Por que 0,1°C é realmente importante no processo de recristalização do vidro
Já aconteceu de um utensílio de laboratório feito de vidro simplesmente se quebrar? Sem aviso prévio, sem nenhum impacto. Apenas um rasgo. Geralmente, isso acontece porque o interior do vidro esfria a uma velocidade diferente do exterior. Isso gera tensões internas, e, com o tempo, o vidro acaba se quebrando.
Para evitar isso, é necessário usar um sistema de resfriamento bem calibrado. O problema é que os termopares convencionais são bastante imprecisos. Eles demoram para responder aos sinais de temperatura, e não conseguem indicar com precisão o que está acontecendo na superfície do vidro.

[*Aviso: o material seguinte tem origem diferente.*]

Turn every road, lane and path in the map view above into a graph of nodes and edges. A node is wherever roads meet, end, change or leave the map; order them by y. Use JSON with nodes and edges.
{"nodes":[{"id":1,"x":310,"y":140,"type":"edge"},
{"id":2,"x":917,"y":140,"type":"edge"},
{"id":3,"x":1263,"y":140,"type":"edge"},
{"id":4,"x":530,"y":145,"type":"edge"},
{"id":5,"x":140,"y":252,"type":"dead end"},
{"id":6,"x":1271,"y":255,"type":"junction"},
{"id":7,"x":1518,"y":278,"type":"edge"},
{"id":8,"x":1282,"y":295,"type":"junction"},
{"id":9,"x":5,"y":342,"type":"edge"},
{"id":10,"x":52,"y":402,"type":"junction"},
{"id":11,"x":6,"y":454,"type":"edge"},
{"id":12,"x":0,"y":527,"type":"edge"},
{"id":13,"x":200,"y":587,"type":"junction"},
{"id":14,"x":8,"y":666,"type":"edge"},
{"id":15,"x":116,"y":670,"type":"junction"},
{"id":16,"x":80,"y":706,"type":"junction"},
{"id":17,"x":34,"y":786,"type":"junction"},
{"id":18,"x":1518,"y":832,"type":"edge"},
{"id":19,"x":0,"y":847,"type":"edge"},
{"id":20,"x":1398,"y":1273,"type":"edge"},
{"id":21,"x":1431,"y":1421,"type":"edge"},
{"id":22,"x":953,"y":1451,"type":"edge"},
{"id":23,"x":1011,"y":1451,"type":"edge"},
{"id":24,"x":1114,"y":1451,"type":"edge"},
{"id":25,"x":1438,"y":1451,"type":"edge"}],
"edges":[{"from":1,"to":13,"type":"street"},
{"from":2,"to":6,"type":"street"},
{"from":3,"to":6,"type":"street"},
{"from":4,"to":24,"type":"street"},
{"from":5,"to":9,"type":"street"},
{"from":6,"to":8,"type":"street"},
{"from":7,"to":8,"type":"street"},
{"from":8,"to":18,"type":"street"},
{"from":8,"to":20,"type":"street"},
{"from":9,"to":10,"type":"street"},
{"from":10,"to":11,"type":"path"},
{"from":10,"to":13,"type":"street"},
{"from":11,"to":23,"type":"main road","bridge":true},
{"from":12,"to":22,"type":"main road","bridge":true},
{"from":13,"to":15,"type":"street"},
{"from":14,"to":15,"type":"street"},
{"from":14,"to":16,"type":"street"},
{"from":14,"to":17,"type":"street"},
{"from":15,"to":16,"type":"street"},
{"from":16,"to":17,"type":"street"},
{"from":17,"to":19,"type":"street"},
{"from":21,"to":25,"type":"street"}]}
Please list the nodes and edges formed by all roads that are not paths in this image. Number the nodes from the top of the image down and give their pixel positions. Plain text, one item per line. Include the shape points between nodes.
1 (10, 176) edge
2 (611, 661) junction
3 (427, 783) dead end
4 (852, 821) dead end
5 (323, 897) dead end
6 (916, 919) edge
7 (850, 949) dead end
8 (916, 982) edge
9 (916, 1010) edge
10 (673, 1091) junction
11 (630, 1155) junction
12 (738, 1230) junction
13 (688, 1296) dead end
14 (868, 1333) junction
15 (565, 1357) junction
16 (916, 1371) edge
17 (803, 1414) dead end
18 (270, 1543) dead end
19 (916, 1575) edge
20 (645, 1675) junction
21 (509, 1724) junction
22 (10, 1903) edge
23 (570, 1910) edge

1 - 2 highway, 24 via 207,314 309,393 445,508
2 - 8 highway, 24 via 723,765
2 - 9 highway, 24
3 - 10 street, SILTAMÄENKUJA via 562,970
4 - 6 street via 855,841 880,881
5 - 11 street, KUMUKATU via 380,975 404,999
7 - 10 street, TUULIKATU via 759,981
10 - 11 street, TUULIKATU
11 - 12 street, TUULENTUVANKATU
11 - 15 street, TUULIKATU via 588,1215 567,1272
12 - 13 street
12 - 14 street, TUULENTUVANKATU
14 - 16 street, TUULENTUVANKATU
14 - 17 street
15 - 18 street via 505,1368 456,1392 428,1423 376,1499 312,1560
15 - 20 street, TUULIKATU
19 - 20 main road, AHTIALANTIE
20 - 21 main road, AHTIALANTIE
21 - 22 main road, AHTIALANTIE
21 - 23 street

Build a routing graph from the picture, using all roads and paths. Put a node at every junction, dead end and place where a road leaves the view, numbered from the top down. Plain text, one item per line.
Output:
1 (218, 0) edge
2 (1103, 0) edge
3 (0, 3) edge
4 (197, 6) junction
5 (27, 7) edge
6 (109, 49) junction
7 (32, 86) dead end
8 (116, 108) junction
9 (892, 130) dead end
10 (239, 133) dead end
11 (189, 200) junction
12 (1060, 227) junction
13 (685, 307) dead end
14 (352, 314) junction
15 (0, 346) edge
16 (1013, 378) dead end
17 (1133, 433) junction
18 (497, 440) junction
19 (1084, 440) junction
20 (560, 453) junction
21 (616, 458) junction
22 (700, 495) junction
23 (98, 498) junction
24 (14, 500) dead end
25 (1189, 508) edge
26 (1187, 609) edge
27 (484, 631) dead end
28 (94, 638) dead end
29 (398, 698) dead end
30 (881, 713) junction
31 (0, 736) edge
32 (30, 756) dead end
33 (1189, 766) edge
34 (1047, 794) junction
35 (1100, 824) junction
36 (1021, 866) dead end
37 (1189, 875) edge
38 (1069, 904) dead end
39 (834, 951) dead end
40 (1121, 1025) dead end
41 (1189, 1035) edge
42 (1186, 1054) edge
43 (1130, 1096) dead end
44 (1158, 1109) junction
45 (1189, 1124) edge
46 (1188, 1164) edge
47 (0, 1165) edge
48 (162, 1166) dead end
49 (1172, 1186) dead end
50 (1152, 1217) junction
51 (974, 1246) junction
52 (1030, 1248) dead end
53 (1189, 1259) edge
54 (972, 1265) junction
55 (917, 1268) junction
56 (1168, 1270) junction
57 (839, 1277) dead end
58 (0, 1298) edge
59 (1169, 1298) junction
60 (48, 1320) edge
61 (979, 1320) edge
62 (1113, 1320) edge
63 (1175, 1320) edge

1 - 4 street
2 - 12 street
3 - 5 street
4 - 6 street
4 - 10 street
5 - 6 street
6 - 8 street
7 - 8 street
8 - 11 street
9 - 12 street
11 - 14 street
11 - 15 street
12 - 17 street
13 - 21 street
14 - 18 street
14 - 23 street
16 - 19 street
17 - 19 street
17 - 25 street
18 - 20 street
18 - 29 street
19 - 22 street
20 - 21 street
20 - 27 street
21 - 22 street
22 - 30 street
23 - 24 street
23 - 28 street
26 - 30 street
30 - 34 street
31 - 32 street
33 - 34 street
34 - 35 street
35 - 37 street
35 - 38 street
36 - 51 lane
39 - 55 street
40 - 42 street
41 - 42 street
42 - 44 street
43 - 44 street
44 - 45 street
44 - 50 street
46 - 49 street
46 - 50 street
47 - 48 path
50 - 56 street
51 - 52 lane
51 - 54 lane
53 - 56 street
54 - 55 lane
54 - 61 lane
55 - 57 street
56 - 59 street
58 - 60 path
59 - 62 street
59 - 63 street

É por isso que usamos sensores infravermelhos com precisão de 0,1°C. Isso corrige esse problema.
O desafio relacionado ao “ponto de recristalização”
O vidro é muito sensível. Existe uma janela muito estreita em que ele precisa estar para se recuperar corretamente. Se o forno se desviar sequer alguns graus, você terá peças deformadas ou tensões internas que causarão problemas futuros.
Com precisão de 0,1°C, o controlador consegue manter a temperatura de transição (Tg) extremamente estável. Além disso, como os sensores infravermelhos não entram em contato com o vidro, não há risco de que haja interferência de metais pesados no processo de resfriamento. É uma leitura precisa e em tempo real.
Reduzindo a quantidade de matéria-prima desperdiçada
O objetivo é obter um perfil uniforme. Você quer que o núcleo e a superfície do vidro esfriem na mesma taxa.
Com essa precisão, é possível ajustar os circuitos PID para manter tudo quase idêntico. Já vimos isso fazer uma grande diferença em peças complexas de borossilicato – aqueles tipos de peças que normalmente acabam no lixo.
Os problemas (pois sempre há algum)
A questão é que esses sensores são sensíveis. Não dá para simplesmente colocá-los em um forno sujo e esperar pelo melhor.
Se poeira ou vapor se acumularem nas lentes dos sensores, as leituras ficarão imprecisas. Aquela precisão de 0,1°C? Sumida. Você precisará de um sistema de purga para manter o caminho livre de obstruções.
E uma dica rápida: certifique-se de que o invólucro do sensor seja capaz de suportar a temperatura máxima do forno. Caso contrário, você estará apenas comprando um dispositivo caro feito de plástico derretido e circuitos danificados.